"Hayatta en hakiki mürşit ilimdir, fendir" ve
"İlim, fen ve uzmanlık nerede varsa, sanayi nerede
varsa gidip, öğrenmeye mecburuz. Bilim ve teknik nerede ise oradan alacağız ve
herkesin kafasına koyacağız. Bilim ve teknik için kayıt ve şart yoktur."
- Türkiye Cumhuriyeti’nin kurulmasının hemen ardından Atatürk, ülkenin biran evvel çağdaş ülkeler seviyesine çıkması için çalışmalara başladı. Bu çalışmaların başarılı olması için ilke ve devrimleri hızlı bir şekilde hayata geçirmenin doğru olacağı kanaatindeydi.
- Atatürk, eskiden kalma, gerici zihniyetin sebep olduğu bütün alışkanlıkların ortadan kaldırılması ve ilerlemeye mani olan hurafeciliğin kökten yok edilmesi gerektiğini çok iyi biliyordu.
- Büyük önder bu konu hakkında, “Hiçbir tutarlı kanıta dayanmayan birtakım geleneklerin, inanışların korunmasında ısrar eden milletlerin ilerlemesi çok güç olur; belki de hiç olmaz. İlerlemede geleneklerin kayıt ve şartlarını aşamayan milletler, hayatı, akla ve gerçeklere uygun olarak göremez.
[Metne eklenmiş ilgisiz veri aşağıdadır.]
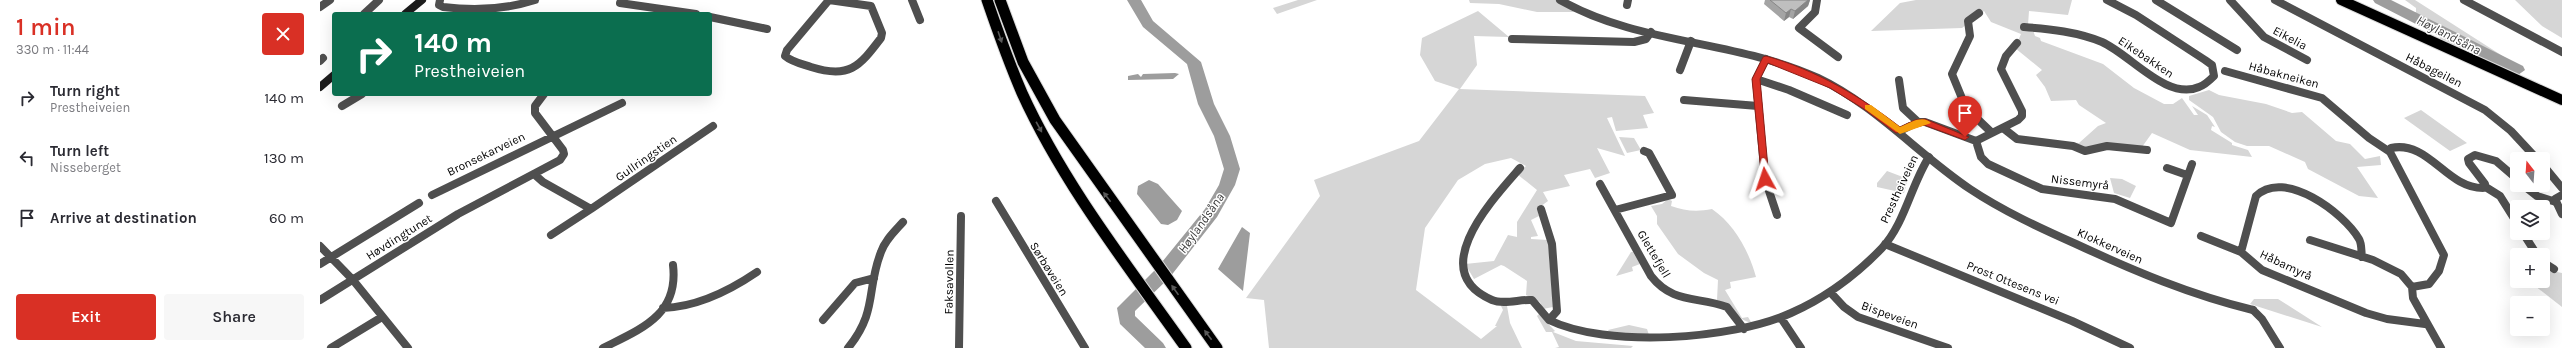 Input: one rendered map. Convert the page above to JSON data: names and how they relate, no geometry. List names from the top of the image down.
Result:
{
  "streets": {
    "street": [
      "Eikelia",
      "Eikebakken",
      "Håbageilen",
      "Håbakneiken",
      "Bronsekarveien",
      "Gullringstien",
      "Nissemyrå",
      "Prestheiveien",
      "Høvdingtunet",
      "Klokkerveien",
      "Glettefjell",
      "Håbamyrå",
      "Sørbøveien",
      "Faksavollen",
      "Prost Ottesens vei",
      "Bispeveien"
    ]
  },
  "crossings": [
    ["Prestheiveien", "Klokkerveien"],
    ["Prestheiveien", "Glettefjell"],
    ["Prestheiveien", "Prost Ottesens vei"],
    ["Prestheiveien", "Bispeveien"]
  ],
  "water": ["Høylandsåna"],
  "north": "top",
  "page": {
    "heading": ["1 min", "330 m · 11:44"],
    "turn": ["140 m", "Prestheiveien"],
    "list": [
      {
        "name": "Turn right",
        "note": "Prestheiveien",
        "value": "140 m"
      },
      {
        "name": "Turn left",
        "note": "Nisseberget",
        "value": "130 m"
      },
      {
        "name": "Arrive at destination",
        "value": "60 m"
      }
    ],
    "map_buttons": ["+", "−"],
    "buttons": ["Exit", "Share"]
  }
}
Hayat felsefesini geniş bir açıdan gören milletlerin egemenliği ve boyunduruğu altına girmeye mahkûmdur.” diyerek, bilimsel olmayan her şeyin biran evvel terk edilmesi gerektiğini, bilimin ışığında ilerlemenin mecburiyetini en güzel şekilde ifade etmiştir.
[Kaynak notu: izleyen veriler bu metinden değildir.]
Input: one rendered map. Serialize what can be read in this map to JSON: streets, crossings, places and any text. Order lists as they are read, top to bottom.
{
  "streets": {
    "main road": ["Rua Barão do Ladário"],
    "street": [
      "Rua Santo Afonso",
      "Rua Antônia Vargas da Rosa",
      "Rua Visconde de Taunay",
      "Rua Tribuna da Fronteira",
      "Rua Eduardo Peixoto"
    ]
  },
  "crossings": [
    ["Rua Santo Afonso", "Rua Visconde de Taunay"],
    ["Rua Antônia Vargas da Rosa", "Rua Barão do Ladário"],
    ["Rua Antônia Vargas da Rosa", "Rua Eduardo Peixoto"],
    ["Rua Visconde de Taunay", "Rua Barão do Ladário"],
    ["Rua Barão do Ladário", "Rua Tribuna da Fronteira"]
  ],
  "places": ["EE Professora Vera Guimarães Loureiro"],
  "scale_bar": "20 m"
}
- Dünya ülkeleri bilimsel ve teknolojik çalışmalara büyük önem vererek, özellikle sanayi alanında büyük gelişmeler gösterirken, Türk milletinin de bu gelişmelerin gerisinde kalmaması hayati bir önem arz ediyordu.
- Atatürk, “İtiraf ederim ki, düşmanlarımız çok çalışıyor. Biz de onlardan daha çok çalışmaya mecburuz. Çalışmak demek, boşuna yorulmak, terlemek değildir. Zamanın gereklerine göre bilim ve teknik ve her türlü medeni buluşlardan azami derecede yararlanmak zorunluluğudur.” sözleriyle Türk milletinin, bilimden hiçbir zaman ayrılmaması gerektiğini en sade bir biçimde açıklamıştır.
ATATÜRK VE BİLİM
ATATÜRK'ÜN YAZDIĞI GEOMETRİ KİTABI
Günümüzün bilim ve teknolojisinin bel kemiği olan matematik,
kendine özgü doğrulara, yanlışlara ve dile sahiptir. Matematik yakından
ilgilenenlerin anlayabileceği veya “üçgen, kare, dikdörtgen, çember, daire
vb..” gibi herkesin yakından bildiği terimler ve çeşitli sembolik gösterimlere
sahiptir. Hiç düşündünüz mü, nereden geliyor bu terimler? Kim, neden üç kenarı
olan kapalı eğriye üçgen adını vermiş? Bu konu üzerine bir araştırma
yaptığınızda karşınıza çıkacak tek isim vardır ki, O da şüphesiz önünde
saygıyla eğildiğimiz, büyük önder Mustafa Kemal Atatürk’tür.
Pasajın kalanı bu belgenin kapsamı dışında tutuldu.